- _Directions_
Your answer must be the records, copied with no change.

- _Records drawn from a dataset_
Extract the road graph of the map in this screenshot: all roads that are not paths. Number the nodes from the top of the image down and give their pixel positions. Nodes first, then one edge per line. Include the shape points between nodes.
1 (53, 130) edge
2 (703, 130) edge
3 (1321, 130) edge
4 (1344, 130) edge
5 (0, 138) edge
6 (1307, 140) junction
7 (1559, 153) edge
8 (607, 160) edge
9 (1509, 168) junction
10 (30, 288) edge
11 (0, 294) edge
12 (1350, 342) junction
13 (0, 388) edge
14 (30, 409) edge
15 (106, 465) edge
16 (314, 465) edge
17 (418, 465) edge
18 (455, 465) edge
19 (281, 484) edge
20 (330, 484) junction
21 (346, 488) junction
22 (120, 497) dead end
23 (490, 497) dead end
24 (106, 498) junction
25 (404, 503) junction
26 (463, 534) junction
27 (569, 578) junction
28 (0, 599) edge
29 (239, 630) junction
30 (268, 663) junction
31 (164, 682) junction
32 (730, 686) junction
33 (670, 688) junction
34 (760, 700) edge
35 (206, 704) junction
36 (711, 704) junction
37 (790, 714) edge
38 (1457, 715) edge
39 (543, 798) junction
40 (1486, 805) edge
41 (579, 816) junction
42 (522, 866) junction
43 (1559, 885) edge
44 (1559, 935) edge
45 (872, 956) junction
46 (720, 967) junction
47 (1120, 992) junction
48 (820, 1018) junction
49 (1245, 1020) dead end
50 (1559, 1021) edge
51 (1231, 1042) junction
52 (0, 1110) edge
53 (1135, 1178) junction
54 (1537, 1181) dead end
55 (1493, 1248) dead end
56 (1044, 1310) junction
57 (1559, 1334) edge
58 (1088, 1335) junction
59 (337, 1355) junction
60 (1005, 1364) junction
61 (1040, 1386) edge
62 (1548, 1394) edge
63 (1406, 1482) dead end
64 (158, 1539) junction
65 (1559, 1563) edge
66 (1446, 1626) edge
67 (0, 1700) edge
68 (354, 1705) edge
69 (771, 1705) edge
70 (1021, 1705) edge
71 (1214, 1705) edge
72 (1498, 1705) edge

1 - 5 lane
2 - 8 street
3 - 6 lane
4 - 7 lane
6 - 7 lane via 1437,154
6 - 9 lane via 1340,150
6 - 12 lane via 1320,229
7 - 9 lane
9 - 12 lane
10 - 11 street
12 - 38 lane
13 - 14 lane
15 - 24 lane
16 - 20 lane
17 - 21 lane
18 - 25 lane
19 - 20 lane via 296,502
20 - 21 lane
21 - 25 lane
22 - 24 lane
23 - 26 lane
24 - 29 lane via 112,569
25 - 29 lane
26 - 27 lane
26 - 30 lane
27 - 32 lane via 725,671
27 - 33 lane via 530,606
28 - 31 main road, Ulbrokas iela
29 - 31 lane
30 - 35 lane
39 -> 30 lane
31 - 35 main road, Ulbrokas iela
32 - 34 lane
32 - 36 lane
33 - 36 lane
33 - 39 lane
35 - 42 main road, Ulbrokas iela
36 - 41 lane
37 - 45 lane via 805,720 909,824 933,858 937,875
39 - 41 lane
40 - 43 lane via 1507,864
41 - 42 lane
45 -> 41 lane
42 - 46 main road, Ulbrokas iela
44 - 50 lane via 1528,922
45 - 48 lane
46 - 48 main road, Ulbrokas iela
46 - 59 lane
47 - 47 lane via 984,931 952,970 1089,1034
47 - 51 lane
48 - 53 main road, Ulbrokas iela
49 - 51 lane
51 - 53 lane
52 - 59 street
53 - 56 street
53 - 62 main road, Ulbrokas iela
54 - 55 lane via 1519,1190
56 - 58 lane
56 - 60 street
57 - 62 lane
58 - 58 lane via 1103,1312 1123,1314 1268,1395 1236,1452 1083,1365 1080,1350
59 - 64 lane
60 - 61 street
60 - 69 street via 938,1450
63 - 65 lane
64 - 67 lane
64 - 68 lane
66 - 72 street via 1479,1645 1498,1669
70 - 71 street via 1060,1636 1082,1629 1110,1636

- _Finished exercise_
Extract the road graph of the map in this screenshot: all roads that are not paths. Number the nodes from the top of the image down and give their pixel positions. Nodes first, then one edge per line. Include the shape points between nodes.
1 (53, 130) edge
2 (703, 130) edge
3 (1321, 130) edge
4 (1344, 130) edge
5 (0, 138) edge
6 (1307, 140) junction
7 (1559, 153) edge
8 (607, 160) edge
9 (1509, 168) junction
10 (30, 288) edge
11 (0, 294) edge
12 (1350, 342) junction
13 (0, 388) edge
14 (30, 409) edge
15 (106, 465) edge
16 (314, 465) edge
17 (418, 465) edge
18 (455, 465) edge
19 (281, 484) edge
20 (330, 484) junction
21 (346, 488) junction
22 (120, 497) dead end
23 (490, 497) dead end
24 (106, 498) junction
25 (404, 503) junction
26 (463, 534) junction
27 (569, 578) junction
28 (0, 599) edge
29 (239, 630) junction
30 (268, 663) junction
31 (164, 682) junction
32 (730, 686) junction
33 (670, 688) junction
34 (760, 700) edge
35 (206, 704) junction
36 (711, 704) junction
37 (790, 714) edge
38 (1457, 715) edge
39 (543, 798) junction
40 (1486, 805) edge
41 (579, 816) junction
42 (522, 866) junction
43 (1559, 885) edge
44 (1559, 935) edge
45 (872, 956) junction
46 (720, 967) junction
47 (1120, 992) junction
48 (820, 1018) junction
49 (1245, 1020) dead end
50 (1559, 1021) edge
51 (1231, 1042) junction
52 (0, 1110) edge
53 (1135, 1178) junction
54 (1537, 1181) dead end
55 (1493, 1248) dead end
56 (1044, 1310) junction
57 (1559, 1334) edge
58 (1088, 1335) junction
59 (337, 1355) junction
60 (1005, 1364) junction
61 (1040, 1386) edge
62 (1548, 1394) edge
63 (1406, 1482) dead end
64 (158, 1539) junction
65 (1559, 1563) edge
66 (1446, 1626) edge
67 (0, 1700) edge
68 (354, 1705) edge
69 (771, 1705) edge
70 (1021, 1705) edge
71 (1214, 1705) edge
72 (1498, 1705) edge

1 - 5 lane
2 - 8 street
3 - 6 lane
4 - 7 lane
6 - 7 lane via 1437,154
6 - 9 lane via 1340,150
6 - 12 lane via 1320,229
7 - 9 lane
9 - 12 lane
10 - 11 street
12 - 38 lane
13 - 14 lane
15 - 24 lane
16 - 20 lane
17 - 21 lane
18 - 25 lane
19 - 20 lane via 296,502
20 - 21 lane
21 - 25 lane
22 - 24 lane
23 - 26 lane
24 - 29 lane via 112,569
25 - 29 lane
26 - 27 lane
26 - 30 lane
27 - 32 lane via 725,671
27 - 33 lane via 530,606
28 - 31 main road, Ulbrokas iela
29 - 31 lane
30 - 35 lane
39 -> 30 lane
31 - 35 main road, Ulbrokas iela
32 - 34 lane
32 - 36 lane
33 - 36 lane
33 - 39 lane
35 - 42 main road, Ulbrokas iela
36 - 41 lane
37 - 45 lane via 805,720 909,824 933,858 937,875
39 - 41 lane
40 - 43 lane via 1507,864
41 - 42 lane
45 -> 41 lane
42 - 46 main road, Ulbrokas iela
44 - 50 lane via 1528,922
45 - 48 lane
46 - 48 main road, Ulbrokas iela
46 - 59 lane
47 - 47 lane via 984,931 952,970 1089,1034
47 - 51 lane
48 - 53 main road, Ulbrokas iela
49 - 51 lane
51 - 53 lane
52 - 59 street
53 - 56 street
53 - 62 main road, Ulbrokas iela
54 - 55 lane via 1519,1190
56 - 58 lane
56 - 60 street
57 - 62 lane
58 - 58 lane via 1103,1312 1123,1314 1268,1395 1236,1452 1083,1365 1080,1350
59 - 64 lane
60 - 61 street
60 - 69 street via 938,1450
63 - 65 lane
64 - 67 lane
64 - 68 lane
66 - 72 street via 1479,1645 1498,1669
70 - 71 street via 1060,1636 1082,1629 1110,1636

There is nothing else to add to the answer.